## ACTIVITY
Give the data again exactly as it is written.

[Saved data entries]
Content starts
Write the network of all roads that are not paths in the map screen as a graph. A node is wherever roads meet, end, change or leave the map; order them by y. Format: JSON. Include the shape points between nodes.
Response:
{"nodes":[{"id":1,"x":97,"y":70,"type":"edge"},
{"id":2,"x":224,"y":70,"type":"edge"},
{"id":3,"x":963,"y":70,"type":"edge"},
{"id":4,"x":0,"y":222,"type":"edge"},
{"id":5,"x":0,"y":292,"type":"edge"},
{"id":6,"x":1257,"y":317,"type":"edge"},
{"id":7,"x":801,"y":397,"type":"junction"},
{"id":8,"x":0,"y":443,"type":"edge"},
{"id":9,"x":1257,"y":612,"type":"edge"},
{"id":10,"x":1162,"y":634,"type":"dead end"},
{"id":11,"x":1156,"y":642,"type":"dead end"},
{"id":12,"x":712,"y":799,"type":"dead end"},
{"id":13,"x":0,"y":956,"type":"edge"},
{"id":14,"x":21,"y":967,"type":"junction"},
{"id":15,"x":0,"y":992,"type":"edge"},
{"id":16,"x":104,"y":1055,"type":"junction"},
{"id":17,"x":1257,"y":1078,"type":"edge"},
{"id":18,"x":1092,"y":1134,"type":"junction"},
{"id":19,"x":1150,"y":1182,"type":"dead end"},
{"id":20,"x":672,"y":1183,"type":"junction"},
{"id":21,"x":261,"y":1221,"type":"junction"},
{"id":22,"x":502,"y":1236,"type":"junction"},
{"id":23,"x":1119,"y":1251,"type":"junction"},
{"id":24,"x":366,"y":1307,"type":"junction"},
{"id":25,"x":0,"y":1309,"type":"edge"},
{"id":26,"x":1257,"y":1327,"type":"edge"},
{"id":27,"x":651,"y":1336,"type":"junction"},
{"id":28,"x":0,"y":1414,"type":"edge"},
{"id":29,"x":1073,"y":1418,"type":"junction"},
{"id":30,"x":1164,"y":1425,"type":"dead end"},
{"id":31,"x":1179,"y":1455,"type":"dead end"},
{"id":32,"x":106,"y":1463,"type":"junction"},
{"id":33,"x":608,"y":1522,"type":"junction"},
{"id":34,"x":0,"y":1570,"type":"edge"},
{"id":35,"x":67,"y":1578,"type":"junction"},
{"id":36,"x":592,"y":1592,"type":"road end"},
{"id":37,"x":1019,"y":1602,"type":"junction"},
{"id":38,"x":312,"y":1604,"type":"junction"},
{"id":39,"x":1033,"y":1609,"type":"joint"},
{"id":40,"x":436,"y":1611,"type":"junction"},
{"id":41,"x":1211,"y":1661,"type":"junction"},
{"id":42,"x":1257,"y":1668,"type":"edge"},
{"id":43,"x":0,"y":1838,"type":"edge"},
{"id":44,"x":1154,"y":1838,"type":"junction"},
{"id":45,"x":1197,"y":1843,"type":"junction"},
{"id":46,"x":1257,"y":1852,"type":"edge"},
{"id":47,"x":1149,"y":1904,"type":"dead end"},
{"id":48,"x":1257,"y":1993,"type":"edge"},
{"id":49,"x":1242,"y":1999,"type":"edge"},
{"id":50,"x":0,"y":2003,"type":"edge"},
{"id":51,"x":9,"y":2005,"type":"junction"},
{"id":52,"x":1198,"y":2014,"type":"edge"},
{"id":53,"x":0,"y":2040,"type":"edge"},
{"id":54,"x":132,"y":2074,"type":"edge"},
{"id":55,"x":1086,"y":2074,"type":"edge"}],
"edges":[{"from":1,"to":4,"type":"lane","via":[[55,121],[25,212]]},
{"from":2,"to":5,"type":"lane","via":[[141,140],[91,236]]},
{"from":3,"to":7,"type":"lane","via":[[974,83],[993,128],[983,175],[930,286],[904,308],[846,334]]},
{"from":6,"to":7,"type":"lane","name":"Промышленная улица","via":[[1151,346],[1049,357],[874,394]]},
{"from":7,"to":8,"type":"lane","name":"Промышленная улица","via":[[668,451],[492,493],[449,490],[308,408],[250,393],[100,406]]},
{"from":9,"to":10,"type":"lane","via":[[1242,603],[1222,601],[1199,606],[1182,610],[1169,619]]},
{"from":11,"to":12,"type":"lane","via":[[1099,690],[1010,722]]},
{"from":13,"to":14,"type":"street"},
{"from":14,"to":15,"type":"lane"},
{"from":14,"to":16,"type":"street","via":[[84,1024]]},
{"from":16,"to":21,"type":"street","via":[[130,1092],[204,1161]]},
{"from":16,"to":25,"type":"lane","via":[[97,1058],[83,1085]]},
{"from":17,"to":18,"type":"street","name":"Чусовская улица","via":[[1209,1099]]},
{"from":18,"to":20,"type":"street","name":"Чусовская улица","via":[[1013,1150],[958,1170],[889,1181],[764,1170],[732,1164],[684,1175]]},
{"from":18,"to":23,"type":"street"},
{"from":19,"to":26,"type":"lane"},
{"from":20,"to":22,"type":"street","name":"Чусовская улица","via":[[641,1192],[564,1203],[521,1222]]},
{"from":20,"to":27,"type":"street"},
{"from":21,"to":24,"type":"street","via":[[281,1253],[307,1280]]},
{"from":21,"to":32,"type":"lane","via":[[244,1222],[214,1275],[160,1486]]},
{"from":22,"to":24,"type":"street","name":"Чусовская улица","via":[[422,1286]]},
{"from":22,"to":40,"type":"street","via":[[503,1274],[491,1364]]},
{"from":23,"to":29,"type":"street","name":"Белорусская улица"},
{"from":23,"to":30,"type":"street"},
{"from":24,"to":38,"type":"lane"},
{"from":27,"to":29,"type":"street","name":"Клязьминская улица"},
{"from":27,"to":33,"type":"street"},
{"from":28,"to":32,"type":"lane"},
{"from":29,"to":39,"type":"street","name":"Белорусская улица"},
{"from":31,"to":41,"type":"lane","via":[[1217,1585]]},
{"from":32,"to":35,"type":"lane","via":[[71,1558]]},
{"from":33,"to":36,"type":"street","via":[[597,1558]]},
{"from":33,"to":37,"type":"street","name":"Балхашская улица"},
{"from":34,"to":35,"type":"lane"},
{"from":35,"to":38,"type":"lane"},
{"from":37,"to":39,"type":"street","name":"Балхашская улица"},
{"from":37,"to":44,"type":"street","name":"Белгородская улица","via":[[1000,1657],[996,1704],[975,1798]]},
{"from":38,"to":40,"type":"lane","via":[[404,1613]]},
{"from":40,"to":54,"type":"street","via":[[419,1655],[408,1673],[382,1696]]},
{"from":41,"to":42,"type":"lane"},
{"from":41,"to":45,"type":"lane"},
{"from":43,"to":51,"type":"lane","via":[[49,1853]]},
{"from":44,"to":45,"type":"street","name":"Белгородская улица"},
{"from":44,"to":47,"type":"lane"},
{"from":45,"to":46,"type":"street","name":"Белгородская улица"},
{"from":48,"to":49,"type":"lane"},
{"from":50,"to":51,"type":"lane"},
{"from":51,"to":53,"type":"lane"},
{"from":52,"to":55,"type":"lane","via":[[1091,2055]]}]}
Content ends
## TASK ANSWER
Write the network of all roads that are not paths in the map screen as a graph. A node is wherever roads meet, end, change or leave the map; order them by y. Format: JSON. Include the shape points between nodes.
Response:
{"nodes":[{"id":1,"x":97,"y":70,"type":"edge"},
{"id":2,"x":224,"y":70,"type":"edge"},
{"id":3,"x":963,"y":70,"type":"edge"},
{"id":4,"x":0,"y":222,"type":"edge"},
{"id":5,"x":0,"y":292,"type":"edge"},
{"id":6,"x":1257,"y":317,"type":"edge"},
{"id":7,"x":801,"y":397,"type":"junction"},
{"id":8,"x":0,"y":443,"type":"edge"},
{"id":9,"x":1257,"y":612,"type":"edge"},
{"id":10,"x":1162,"y":634,"type":"dead end"},
{"id":11,"x":1156,"y":642,"type":"dead end"},
{"id":12,"x":712,"y":799,"type":"dead end"},
{"id":13,"x":0,"y":956,"type":"edge"},
{"id":14,"x":21,"y":967,"type":"junction"},
{"id":15,"x":0,"y":992,"type":"edge"},
{"id":16,"x":104,"y":1055,"type":"junction"},
{"id":17,"x":1257,"y":1078,"type":"edge"},
{"id":18,"x":1092,"y":1134,"type":"junction"},
{"id":19,"x":1150,"y":1182,"type":"dead end"},
{"id":20,"x":672,"y":1183,"type":"junction"},
{"id":21,"x":261,"y":1221,"type":"junction"},
{"id":22,"x":502,"y":1236,"type":"junction"},
{"id":23,"x":1119,"y":1251,"type":"junction"},
{"id":24,"x":366,"y":1307,"type":"junction"},
{"id":25,"x":0,"y":1309,"type":"edge"},
{"id":26,"x":1257,"y":1327,"type":"edge"},
{"id":27,"x":651,"y":1336,"type":"junction"},
{"id":28,"x":0,"y":1414,"type":"edge"},
{"id":29,"x":1073,"y":1418,"type":"junction"},
{"id":30,"x":1164,"y":1425,"type":"dead end"},
{"id":31,"x":1179,"y":1455,"type":"dead end"},
{"id":32,"x":106,"y":1463,"type":"junction"},
{"id":33,"x":608,"y":1522,"type":"junction"},
{"id":34,"x":0,"y":1570,"type":"edge"},
{"id":35,"x":67,"y":1578,"type":"junction"},
{"id":36,"x":592,"y":1592,"type":"road end"},
{"id":37,"x":1019,"y":1602,"type":"junction"},
{"id":38,"x":312,"y":1604,"type":"junction"},
{"id":39,"x":1033,"y":1609,"type":"joint"},
{"id":40,"x":436,"y":1611,"type":"junction"},
{"id":41,"x":1211,"y":1661,"type":"junction"},
{"id":42,"x":1257,"y":1668,"type":"edge"},
{"id":43,"x":0,"y":1838,"type":"edge"},
{"id":44,"x":1154,"y":1838,"type":"junction"},
{"id":45,"x":1197,"y":1843,"type":"junction"},
{"id":46,"x":1257,"y":1852,"type":"edge"},
{"id":47,"x":1149,"y":1904,"type":"dead end"},
{"id":48,"x":1257,"y":1993,"type":"edge"},
{"id":49,"x":1242,"y":1999,"type":"edge"},
{"id":50,"x":0,"y":2003,"type":"edge"},
{"id":51,"x":9,"y":2005,"type":"junction"},
{"id":52,"x":1198,"y":2014,"type":"edge"},
{"id":53,"x":0,"y":2040,"type":"edge"},
{"id":54,"x":132,"y":2074,"type":"edge"},
{"id":55,"x":1086,"y":2074,"type":"edge"}],
"edges":[{"from":1,"to":4,"type":"lane","via":[[55,121],[25,212]]},
{"from":2,"to":5,"type":"lane","via":[[141,140],[91,236]]},
{"from":3,"to":7,"type":"lane","via":[[974,83],[993,128],[983,175],[930,286],[904,308],[846,334]]},
{"from":6,"to":7,"type":"lane","name":"Промышленная улица","via":[[1151,346],[1049,357],[874,394]]},
{"from":7,"to":8,"type":"lane","name":"Промышленная улица","via":[[668,451],[492,493],[449,490],[308,408],[250,393],[100,406]]},
{"from":9,"to":10,"type":"lane","via":[[1242,603],[1222,601],[1199,606],[1182,610],[1169,619]]},
{"from":11,"to":12,"type":"lane","via":[[1099,690],[1010,722]]},
{"from":13,"to":14,"type":"street"},
{"from":14,"to":15,"type":"lane"},
{"from":14,"to":16,"type":"street","via":[[84,1024]]},
{"from":16,"to":21,"type":"street","via":[[130,1092],[204,1161]]},
{"from":16,"to":25,"type":"lane","via":[[97,1058],[83,1085]]},
{"from":17,"to":18,"type":"street","name":"Чусовская улица","via":[[1209,1099]]},
{"from":18,"to":20,"type":"street","name":"Чусовская улица","via":[[1013,1150],[958,1170],[889,1181],[764,1170],[732,1164],[684,1175]]},
{"from":18,"to":23,"type":"street"},
{"from":19,"to":26,"type":"lane"},
{"from":20,"to":22,"type":"street","name":"Чусовская улица","via":[[641,1192],[564,1203],[521,1222]]},
{"from":20,"to":27,"type":"street"},
{"from":21,"to":24,"type":"street","via":[[281,1253],[307,1280]]},
{"from":21,"to":32,"type":"lane","via":[[244,1222],[214,1275],[160,1486]]},
{"from":22,"to":24,"type":"street","name":"Чусовская улица","via":[[422,1286]]},
{"from":22,"to":40,"type":"street","via":[[503,1274],[491,1364]]},
{"from":23,"to":29,"type":"street","name":"Белорусская улица"},
{"from":23,"to":30,"type":"street"},
{"from":24,"to":38,"type":"lane"},
{"from":27,"to":29,"type":"street","name":"Клязьминская улица"},
{"from":27,"to":33,"type":"street"},
{"from":28,"to":32,"type":"lane"},
{"from":29,"to":39,"type":"street","name":"Белорусская улица"},
{"from":31,"to":41,"type":"lane","via":[[1217,1585]]},
{"from":32,"to":35,"type":"lane","via":[[71,1558]]},
{"from":33,"to":36,"type":"street","via":[[597,1558]]},
{"from":33,"to":37,"type":"street","name":"Балхашская улица"},
{"from":34,"to":35,"type":"lane"},
{"from":35,"to":38,"type":"lane"},
{"from":37,"to":39,"type":"street","name":"Балхашская улица"},
{"from":37,"to":44,"type":"street","name":"Белгородская улица","via":[[1000,1657],[996,1704],[975,1798]]},
{"from":38,"to":40,"type":"lane","via":[[404,1613]]},
{"from":40,"to":54,"type":"street","via":[[419,1655],[408,1673],[382,1696]]},
{"from":41,"to":42,"type":"lane"},
{"from":41,"to":45,"type":"lane"},
{"from":43,"to":51,"type":"lane","via":[[49,1853]]},
{"from":44,"to":45,"type":"street","name":"Белгородская улица"},
{"from":44,"to":47,"type":"lane"},
{"from":45,"to":46,"type":"street","name":"Белгородская улица"},
{"from":48,"to":49,"type":"lane"},
{"from":50,"to":51,"type":"lane"},
{"from":51,"to":53,"type":"lane"},
{"from":52,"to":55,"type":"lane","via":[[1091,2055]]}]}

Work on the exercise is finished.